- **WORK REQUIRED**
Which lines mention "Drive"? Show each one from the listing.

[[ DATA EXTRACT open ]]

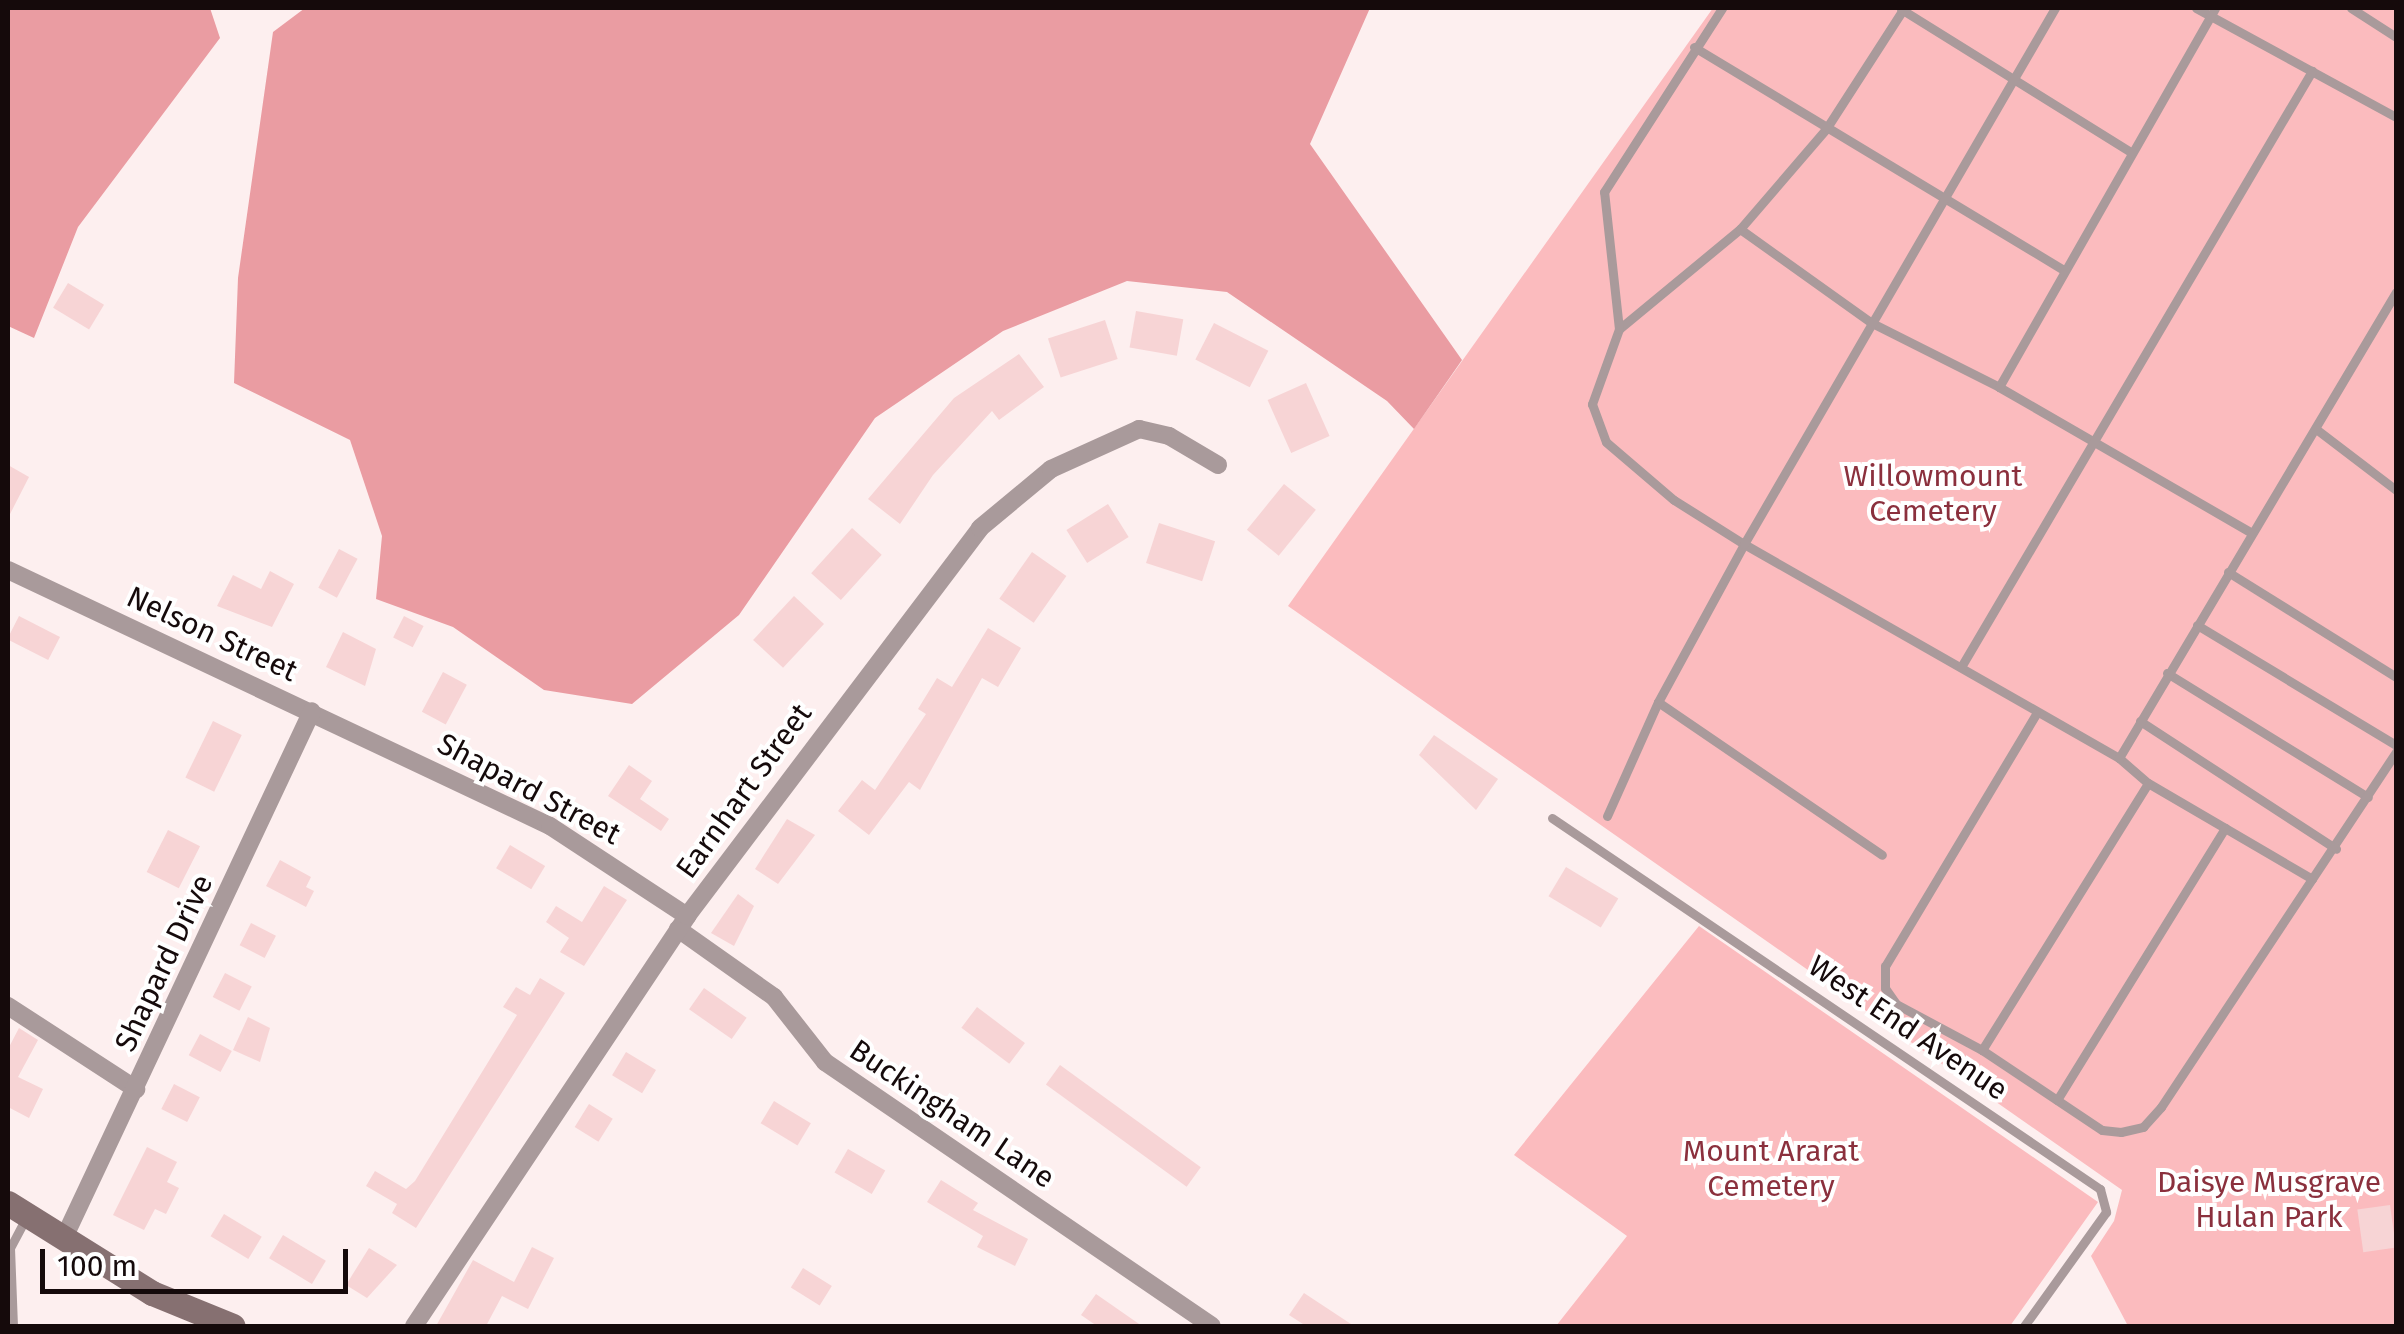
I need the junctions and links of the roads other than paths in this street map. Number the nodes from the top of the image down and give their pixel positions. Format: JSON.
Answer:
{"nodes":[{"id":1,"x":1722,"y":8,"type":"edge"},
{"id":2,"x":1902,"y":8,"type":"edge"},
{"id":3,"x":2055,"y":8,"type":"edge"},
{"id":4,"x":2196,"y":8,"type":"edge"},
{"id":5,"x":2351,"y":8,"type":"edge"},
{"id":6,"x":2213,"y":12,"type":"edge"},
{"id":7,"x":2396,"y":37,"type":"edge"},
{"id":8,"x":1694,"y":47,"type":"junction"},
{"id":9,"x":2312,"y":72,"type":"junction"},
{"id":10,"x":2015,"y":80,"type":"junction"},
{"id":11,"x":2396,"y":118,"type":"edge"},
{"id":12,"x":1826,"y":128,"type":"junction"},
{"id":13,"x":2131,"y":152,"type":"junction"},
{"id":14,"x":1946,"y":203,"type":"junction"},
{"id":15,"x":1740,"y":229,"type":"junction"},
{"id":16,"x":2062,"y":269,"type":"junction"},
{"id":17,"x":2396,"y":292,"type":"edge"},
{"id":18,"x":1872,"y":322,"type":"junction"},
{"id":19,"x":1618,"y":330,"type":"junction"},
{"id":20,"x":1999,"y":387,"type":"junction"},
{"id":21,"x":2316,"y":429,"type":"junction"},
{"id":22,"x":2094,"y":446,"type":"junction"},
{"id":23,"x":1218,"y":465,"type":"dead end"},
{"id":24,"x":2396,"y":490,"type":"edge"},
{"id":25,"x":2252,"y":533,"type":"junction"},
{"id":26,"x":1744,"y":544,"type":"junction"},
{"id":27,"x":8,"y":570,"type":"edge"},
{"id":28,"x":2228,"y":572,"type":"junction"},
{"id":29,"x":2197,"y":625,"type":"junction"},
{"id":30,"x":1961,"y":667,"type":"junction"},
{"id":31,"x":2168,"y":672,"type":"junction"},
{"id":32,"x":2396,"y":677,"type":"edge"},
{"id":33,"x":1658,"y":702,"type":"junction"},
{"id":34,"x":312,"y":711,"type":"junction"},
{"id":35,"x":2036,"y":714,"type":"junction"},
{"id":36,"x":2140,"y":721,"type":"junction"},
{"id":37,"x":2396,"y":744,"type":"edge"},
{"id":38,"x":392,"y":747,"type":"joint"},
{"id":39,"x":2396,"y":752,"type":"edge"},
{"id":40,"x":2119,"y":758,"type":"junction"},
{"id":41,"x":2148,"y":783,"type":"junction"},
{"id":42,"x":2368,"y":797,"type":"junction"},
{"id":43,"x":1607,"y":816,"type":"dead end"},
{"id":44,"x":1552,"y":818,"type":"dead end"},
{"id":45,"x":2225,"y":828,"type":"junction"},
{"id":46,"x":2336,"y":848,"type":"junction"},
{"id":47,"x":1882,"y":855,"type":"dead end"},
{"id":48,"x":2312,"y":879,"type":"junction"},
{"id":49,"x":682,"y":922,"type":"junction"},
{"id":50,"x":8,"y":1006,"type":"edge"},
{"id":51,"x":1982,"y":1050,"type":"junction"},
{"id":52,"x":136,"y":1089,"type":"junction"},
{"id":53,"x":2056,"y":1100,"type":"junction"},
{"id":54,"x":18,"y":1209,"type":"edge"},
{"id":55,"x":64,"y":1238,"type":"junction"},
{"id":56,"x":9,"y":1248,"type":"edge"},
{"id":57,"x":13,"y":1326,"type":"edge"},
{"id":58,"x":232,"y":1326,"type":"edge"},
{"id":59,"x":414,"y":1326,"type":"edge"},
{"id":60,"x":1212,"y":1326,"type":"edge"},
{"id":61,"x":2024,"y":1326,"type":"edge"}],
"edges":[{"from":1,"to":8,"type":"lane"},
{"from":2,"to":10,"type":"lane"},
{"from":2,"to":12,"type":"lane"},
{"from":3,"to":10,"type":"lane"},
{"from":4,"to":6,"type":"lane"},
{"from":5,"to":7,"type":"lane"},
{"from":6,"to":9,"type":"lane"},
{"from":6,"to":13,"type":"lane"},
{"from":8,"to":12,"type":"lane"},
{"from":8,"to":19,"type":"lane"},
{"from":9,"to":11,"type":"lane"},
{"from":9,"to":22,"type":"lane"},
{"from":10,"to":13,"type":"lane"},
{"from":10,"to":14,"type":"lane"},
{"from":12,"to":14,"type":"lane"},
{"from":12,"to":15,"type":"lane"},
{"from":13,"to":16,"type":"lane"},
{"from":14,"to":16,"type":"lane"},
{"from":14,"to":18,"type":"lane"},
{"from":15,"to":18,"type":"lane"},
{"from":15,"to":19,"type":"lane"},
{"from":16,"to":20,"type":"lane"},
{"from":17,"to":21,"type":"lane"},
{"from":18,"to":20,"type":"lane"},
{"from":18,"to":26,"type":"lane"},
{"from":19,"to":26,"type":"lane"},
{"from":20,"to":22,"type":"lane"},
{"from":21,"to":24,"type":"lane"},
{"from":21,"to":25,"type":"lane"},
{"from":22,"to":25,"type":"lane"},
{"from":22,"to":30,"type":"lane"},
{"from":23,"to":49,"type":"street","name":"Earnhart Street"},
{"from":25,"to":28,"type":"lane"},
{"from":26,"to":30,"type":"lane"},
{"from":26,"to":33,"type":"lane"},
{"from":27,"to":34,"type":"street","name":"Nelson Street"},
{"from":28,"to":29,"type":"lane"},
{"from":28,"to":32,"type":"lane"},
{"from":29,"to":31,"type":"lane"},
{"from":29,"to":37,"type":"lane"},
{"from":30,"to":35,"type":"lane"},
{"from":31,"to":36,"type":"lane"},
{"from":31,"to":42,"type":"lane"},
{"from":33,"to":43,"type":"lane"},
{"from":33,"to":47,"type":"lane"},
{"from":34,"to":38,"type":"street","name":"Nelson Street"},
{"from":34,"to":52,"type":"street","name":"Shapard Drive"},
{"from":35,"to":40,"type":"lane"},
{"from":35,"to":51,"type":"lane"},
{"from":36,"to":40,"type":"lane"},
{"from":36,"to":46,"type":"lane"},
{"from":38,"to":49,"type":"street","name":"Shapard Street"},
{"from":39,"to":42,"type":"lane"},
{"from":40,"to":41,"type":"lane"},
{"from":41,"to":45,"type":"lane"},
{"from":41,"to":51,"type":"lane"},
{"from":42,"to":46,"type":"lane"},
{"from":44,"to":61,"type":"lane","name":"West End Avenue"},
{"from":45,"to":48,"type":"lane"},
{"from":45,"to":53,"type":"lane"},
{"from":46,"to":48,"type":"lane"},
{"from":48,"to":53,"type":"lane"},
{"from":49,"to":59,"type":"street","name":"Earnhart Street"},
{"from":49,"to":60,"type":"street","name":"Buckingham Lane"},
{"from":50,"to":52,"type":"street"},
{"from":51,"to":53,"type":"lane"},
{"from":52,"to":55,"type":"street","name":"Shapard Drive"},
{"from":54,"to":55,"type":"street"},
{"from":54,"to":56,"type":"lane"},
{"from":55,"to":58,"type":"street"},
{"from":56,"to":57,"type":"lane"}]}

[[ DATA EXTRACT closed ]]

- **TASK RESULT**
{"from":34,"to":52,"type":"street","name":"Shapard Drive"},
{"from":52,"to":55,"type":"street","name":"Shapard Drive"},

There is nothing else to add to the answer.